Paper No. 6
Presentation Time: 10:00 AM
HUMAN, ANIMAL, OR INFRASTRUCTURE: IDENTIFYING SOURCES OF URBAN-DERIVED BACTERIA TO AQUATIC ENVIRONMENTS
Freshwater resources throughout the Great Lakes region receive stormwater runoff from heavily urbanized areas. While fecal indicator bacteria contained in this runoff are typically the focus of microbiological investigations, non-fecal bacterial loads from aerosols, soil, pipes, and other sources are also transported to rivers, streams, estuaries and lakes. A multi-year investigation of stormwater in the Milwaukee metropolitan area revealed evidence of both sporadic and chronic fecal pollution in many outfalls across diverse watersheds. While some sites were impacted by human fecal pollution, the majority of fecal contamination appeared to be of non-human origin.
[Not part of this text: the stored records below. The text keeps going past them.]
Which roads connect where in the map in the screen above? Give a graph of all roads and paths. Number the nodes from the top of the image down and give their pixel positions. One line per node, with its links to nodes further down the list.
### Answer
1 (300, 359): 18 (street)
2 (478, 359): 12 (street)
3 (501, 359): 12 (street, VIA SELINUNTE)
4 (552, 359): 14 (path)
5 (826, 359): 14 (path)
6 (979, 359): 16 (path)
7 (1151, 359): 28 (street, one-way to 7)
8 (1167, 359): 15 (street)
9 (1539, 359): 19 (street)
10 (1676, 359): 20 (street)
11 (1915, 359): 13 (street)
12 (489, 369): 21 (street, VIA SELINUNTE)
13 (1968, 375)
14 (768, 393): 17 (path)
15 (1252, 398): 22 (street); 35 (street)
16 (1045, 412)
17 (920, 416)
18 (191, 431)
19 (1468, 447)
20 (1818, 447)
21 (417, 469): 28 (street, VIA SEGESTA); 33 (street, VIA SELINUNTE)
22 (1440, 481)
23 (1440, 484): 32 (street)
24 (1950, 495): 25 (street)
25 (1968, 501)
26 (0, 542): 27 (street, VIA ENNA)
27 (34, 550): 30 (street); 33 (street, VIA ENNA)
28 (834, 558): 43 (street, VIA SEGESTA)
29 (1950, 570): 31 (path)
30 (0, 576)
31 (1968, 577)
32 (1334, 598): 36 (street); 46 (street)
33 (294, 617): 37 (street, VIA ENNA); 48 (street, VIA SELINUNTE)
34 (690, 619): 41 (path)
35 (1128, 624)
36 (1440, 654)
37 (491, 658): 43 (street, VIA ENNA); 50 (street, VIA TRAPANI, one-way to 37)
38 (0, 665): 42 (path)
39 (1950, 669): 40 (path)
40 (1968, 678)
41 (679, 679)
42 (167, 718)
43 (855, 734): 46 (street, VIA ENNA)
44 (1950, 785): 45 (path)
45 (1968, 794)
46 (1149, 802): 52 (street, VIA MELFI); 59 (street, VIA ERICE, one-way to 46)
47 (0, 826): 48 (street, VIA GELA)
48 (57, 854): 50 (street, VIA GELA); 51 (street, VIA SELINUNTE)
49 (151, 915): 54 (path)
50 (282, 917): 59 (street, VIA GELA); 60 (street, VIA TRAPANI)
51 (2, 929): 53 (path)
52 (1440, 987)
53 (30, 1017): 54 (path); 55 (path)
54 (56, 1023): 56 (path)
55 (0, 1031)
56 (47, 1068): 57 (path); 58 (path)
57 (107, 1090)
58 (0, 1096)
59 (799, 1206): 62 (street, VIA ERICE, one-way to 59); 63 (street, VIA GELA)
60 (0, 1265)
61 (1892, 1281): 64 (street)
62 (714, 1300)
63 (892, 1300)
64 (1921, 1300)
High-throughput amplicon sequencing of bacterial 16S rRNA genes provided characterization of both “clean” and impacted stormwater microbial communities. The composition of urban stormwater bacterial communities was highly diverse both within and among samples; variability resulted from differences in the watershed drained, storm intensity, pollutant contributions, as well as other undetermined factors. Sequences from the fecal families Ruminococcaceae and Lachnospiraceae were analyzed in detail to better differentiate human and animal pollution sources and allowed us to estimate the relative contribution from urban wildlife to the stormwater fecal signature. We also identified members of the non-fecal urban microbial community using a statistical biomarker discovery tool to identify the bacteria that were most strongly associated with stormwater infrastructure. The dominant bacteria in the non-fecal urban signature were pipe-associated organisms that included strains from the genera Acinetobacter, Aeromonas, and Pseudomonas. These infrastructure-associated bacteria made up the majority of the urban flux from stormwater outfalls to adjacent aquatic environments, where they are present in maximum relative abundance during or immediately after storm event, but maintain a significant persistent presence even during baseflow conditions.